(Stored items)
* * * * * * * * *

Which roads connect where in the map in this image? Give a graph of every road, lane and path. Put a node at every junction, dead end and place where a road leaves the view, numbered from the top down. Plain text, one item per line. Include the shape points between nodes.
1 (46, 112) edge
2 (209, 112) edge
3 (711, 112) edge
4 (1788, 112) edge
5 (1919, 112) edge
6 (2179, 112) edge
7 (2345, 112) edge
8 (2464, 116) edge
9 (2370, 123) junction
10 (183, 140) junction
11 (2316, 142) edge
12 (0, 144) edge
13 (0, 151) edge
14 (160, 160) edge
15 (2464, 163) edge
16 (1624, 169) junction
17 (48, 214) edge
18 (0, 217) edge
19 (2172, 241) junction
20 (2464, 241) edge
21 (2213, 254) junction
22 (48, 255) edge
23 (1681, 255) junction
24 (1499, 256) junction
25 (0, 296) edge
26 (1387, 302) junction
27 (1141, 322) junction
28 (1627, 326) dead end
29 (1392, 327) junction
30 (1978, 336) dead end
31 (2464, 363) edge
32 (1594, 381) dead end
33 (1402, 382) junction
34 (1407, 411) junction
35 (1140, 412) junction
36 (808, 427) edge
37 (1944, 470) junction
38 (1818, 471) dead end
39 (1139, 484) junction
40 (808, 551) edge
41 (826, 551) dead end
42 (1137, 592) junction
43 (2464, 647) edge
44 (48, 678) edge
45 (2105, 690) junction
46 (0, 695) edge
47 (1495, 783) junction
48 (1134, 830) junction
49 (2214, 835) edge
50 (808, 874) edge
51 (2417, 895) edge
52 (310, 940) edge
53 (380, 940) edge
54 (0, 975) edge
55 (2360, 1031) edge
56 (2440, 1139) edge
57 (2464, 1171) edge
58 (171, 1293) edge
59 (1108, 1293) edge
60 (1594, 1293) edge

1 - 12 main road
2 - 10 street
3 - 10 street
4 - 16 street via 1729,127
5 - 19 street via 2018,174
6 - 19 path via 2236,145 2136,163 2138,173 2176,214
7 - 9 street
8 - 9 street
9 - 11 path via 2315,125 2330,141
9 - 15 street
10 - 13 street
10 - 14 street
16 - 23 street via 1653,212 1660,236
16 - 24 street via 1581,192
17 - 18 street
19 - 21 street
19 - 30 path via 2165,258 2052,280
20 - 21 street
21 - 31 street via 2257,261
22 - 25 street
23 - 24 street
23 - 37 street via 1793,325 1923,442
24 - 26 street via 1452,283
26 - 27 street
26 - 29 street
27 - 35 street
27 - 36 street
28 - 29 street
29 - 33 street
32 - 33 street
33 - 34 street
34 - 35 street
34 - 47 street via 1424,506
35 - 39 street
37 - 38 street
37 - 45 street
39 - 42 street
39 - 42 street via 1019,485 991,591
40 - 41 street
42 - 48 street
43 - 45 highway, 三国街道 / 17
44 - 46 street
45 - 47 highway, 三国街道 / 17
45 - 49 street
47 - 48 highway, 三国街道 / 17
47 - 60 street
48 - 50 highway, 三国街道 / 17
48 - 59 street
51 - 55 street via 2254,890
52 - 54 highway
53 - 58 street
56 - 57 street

* * * * * * * * *

- **ABOUT THIS TASK**
When a line contains the string "path", copy it from the records.

- **FINAL ANSWER**
Which roads connect where in the map in this image? Give a graph of every road, lane and path. Put a node at every junction, dead end and place where a road leaves the view, numbered from the top down. Plain text, one item per line. Include the shape points between nodes.
6 - 19 path via 2236,145 2136,163 2138,173 2176,214
9 - 11 path via 2315,125 2330,141
19 - 30 path via 2165,258 2052,280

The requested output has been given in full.